Once the line holding "r, b), SkSamplingOptions());" is found in the listing below, write it out and each later line exactly, up to and including the one holding "paint.setAntiAlias(true);".

* * *

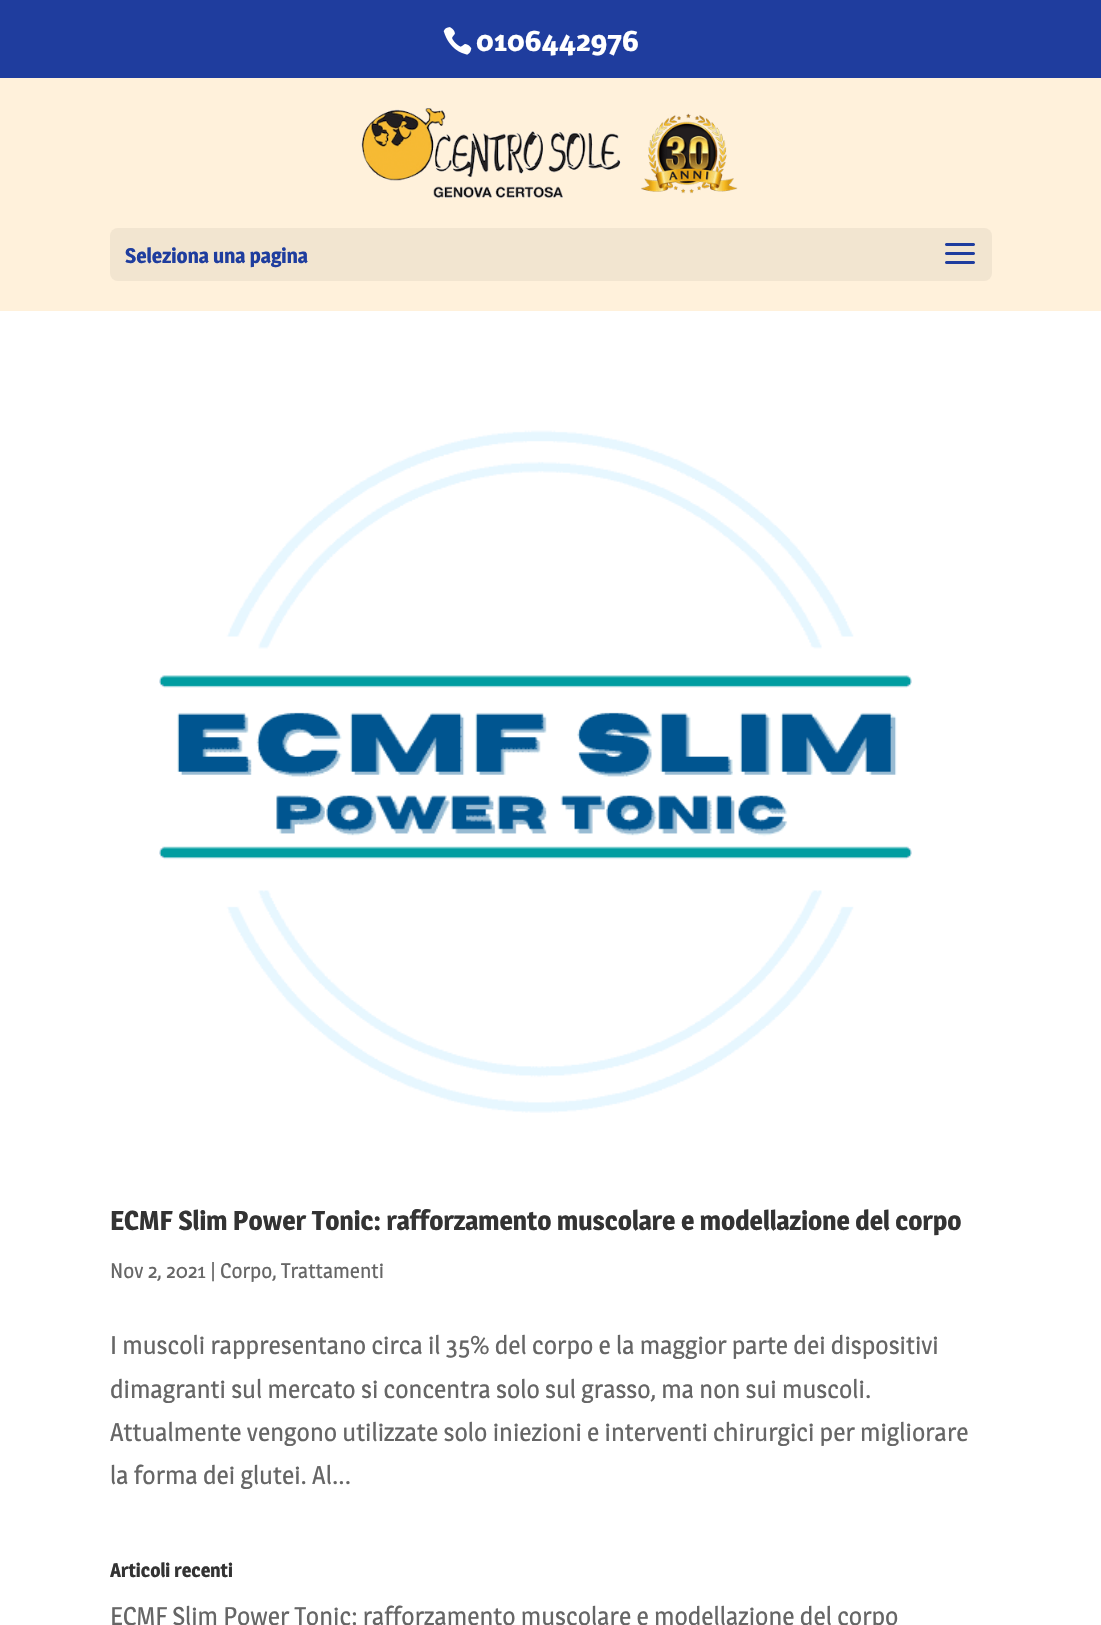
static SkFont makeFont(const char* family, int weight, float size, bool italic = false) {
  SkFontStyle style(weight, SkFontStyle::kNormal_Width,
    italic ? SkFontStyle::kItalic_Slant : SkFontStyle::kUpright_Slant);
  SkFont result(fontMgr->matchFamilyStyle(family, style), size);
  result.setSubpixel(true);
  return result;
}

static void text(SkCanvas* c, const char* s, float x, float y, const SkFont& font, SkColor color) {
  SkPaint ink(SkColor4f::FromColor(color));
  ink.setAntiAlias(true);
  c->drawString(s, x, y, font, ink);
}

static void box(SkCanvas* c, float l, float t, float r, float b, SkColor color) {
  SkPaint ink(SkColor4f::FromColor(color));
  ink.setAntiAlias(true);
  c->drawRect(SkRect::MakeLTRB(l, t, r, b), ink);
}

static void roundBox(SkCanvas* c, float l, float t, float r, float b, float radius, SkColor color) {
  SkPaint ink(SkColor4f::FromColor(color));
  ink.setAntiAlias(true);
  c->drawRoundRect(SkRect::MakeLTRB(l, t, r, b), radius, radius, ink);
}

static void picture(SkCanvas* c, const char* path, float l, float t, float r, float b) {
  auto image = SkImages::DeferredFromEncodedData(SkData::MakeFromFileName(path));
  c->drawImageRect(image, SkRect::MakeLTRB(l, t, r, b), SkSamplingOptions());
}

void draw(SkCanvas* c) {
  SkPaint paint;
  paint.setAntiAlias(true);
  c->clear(0xffffffff);
  box(c, 0, 0, 1101, 78, 0xff1f3d9e);
  picture(c, "img_01.png", 443, 27, 472, 55);
  SkFont face1 = makeFont("Magra", 700, 30);
  text(c, "0106442976", 476, 51, face1, 0xffffffff);
  box(c, 0, 78, 1101, 311, 0xfffff1db);
  picture(c, "img_02.png", 361, 108, 738, 198);
  roundBox(c, 110, 228, 992, 281, 8, 0xfff2e5d0);
  SkFont face2 = makeFont("Magra", 700, 21);
  text(c, "Seleziona una pagina", 125, 263, face2, 0xff1f3d9e);
  picture(c, "img_03.png", 945, 243, 975, 264);
  picture(c, "img_04.png", 159, 430, 912, 1113);
  SkFont face3 = makeFont("Magra", 700, 27);
  text(c, "ECMF Slim Power Tonic: rafforzamento muscolare e modellazione del corpo", 110, 1230, face3, 0xff333333);
  SkFont face4 = makeFont("Magra", 400, 21);
  text(c, "Nov 2, 2021 | Corpo, Trattamenti", 110, 1278, face4, 0xff666666);
  SkFont face5 = makeFont("Magra", 400, 25.5f);
  text(c, "I muscoli rappresentano circa il 35% del corpo e la maggior parte dei dispositivi", 110, 1354, face5, 0xff666666);
  text(c, "dimagranti sul mercato si concentra solo sul grasso, ma non sui muscoli.", 110, 1398, face5, 0xff666666);
  text(c, "Attualmente vengono utilizzate solo iniezioni e interventi chirurgici per migliorare", 110, 1441, face5, 0xff666666);
  text(c, "la forma dei glutei. Al...", 110, 1484, face5, 0xff666666);
  SkFont face6 = makeFont("Magra", 700, 19.5f);
  text(c, "Articoli recenti", 110, 1577, face6, 0xff333333);
  text(c, "ECMF Slim Power Tonic: rafforzamento muscolare e modellazione del corpo", 110, 1625, face5, 0xff666666);
}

* * *

-- TASK RESULT --
  c->drawImageRect(image, SkRect::MakeLTRB(l, t, r, b), SkSamplingOptions());
}

void draw(SkCanvas* c) {
  SkPaint paint;
  paint.setAntiAlias(true);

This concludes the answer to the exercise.